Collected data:
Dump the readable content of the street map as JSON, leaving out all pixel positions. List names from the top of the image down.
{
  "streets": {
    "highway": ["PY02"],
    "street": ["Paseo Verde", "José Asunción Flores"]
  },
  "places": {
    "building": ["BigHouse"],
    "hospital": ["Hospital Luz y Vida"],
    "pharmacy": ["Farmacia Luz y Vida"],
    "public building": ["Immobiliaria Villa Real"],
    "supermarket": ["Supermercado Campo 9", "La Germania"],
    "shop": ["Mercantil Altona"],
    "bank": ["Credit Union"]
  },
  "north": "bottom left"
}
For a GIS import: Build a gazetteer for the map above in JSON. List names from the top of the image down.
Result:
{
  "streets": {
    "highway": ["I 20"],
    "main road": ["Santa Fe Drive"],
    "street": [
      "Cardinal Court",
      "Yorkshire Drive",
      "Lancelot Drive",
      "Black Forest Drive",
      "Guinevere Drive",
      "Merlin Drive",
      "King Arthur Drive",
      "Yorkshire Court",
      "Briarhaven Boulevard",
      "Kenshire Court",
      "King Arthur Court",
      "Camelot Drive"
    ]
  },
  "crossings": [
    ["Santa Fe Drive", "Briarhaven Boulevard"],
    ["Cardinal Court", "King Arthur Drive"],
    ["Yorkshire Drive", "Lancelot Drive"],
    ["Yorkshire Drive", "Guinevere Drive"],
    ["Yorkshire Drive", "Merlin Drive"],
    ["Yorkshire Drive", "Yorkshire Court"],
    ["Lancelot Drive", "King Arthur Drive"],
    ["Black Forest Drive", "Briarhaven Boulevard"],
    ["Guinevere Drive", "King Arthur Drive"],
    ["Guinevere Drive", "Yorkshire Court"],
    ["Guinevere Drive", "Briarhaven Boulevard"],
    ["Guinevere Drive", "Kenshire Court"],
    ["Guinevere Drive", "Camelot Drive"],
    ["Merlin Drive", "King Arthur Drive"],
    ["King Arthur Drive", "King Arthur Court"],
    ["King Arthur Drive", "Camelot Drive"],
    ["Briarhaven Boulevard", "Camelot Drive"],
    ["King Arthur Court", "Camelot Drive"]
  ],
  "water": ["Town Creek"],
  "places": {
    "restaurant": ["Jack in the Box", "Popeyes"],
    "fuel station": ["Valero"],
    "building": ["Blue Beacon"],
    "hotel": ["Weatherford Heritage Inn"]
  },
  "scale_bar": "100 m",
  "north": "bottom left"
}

### TO DO
Copy out every line of the records that the string "Santa" appears in.

### EXPECTED OUTPUT
    "main road": ["Santa Fe Drive"],
    ["Santa Fe Drive", "Briarhaven Boulevard"],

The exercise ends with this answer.